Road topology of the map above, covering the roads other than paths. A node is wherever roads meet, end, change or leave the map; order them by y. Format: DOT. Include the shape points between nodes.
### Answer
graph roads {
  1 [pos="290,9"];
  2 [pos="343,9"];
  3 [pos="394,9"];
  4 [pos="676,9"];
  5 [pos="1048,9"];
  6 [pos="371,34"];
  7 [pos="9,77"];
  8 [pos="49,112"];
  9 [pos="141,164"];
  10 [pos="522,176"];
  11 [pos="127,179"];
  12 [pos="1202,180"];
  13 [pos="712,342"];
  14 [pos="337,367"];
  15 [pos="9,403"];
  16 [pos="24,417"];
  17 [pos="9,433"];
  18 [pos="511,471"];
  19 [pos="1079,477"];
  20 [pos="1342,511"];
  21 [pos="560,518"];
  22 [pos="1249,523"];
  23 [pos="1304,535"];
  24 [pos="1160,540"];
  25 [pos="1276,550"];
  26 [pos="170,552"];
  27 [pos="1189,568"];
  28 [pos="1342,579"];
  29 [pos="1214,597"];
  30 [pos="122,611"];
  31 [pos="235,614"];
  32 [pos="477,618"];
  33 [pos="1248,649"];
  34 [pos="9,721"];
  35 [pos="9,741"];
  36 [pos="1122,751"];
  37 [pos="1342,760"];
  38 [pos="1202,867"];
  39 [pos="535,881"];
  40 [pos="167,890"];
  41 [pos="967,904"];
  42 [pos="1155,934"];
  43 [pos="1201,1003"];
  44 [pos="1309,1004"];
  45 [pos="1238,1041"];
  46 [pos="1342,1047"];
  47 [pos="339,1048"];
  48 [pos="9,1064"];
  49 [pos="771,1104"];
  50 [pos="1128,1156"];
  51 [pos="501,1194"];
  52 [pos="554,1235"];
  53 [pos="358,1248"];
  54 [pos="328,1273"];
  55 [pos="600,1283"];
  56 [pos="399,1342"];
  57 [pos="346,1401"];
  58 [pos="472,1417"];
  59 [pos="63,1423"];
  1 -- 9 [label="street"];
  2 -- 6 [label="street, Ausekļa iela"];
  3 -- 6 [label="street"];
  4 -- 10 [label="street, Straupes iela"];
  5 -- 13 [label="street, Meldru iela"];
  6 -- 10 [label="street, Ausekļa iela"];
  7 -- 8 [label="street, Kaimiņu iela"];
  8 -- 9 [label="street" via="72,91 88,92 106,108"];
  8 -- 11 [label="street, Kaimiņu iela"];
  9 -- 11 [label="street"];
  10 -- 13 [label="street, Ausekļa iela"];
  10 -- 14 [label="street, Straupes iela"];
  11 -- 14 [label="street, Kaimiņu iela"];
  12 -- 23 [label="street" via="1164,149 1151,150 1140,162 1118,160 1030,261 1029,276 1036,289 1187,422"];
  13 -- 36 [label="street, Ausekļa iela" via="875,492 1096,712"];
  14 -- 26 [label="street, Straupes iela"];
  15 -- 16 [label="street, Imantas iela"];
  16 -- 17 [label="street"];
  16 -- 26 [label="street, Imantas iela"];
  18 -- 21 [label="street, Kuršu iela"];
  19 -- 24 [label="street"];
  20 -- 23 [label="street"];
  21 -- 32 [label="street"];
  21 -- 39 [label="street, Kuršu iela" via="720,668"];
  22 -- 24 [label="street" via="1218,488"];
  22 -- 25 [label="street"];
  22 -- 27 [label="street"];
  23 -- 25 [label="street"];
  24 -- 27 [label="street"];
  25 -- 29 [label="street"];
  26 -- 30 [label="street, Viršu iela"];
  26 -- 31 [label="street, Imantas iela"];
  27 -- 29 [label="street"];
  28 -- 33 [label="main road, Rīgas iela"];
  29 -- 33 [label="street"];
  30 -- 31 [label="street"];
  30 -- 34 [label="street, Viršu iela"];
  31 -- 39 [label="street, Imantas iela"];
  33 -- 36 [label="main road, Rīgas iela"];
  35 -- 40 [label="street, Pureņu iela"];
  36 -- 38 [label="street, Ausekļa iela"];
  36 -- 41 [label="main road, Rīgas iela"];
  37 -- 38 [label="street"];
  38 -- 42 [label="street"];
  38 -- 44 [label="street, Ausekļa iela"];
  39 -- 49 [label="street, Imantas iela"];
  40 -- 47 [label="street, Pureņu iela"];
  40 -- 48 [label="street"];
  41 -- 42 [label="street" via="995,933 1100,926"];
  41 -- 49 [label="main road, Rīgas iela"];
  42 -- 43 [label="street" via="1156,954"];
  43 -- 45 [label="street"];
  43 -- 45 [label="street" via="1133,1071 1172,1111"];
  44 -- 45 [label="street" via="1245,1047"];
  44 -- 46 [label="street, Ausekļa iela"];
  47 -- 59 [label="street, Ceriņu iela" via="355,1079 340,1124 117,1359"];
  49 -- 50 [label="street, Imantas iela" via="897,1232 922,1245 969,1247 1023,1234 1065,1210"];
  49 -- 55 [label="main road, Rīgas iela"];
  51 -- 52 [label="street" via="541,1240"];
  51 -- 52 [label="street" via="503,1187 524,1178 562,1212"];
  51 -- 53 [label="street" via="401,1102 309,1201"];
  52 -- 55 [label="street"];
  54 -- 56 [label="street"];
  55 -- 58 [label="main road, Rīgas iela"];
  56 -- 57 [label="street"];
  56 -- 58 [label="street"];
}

* _ACTIVITY_: Copy out every line in the listing where the word "main" appears.

* _ANSWER SPACE_:
  28 -- 33 [label="main road, Rīgas iela"];
  33 -- 36 [label="main road, Rīgas iela"];
  36 -- 41 [label="main road, Rīgas iela"];
  41 -- 49 [label="main road, Rīgas iela"];
  49 -- 55 [label="main road, Rīgas iela"];
  55 -- 58 [label="main road, Rīgas iela"];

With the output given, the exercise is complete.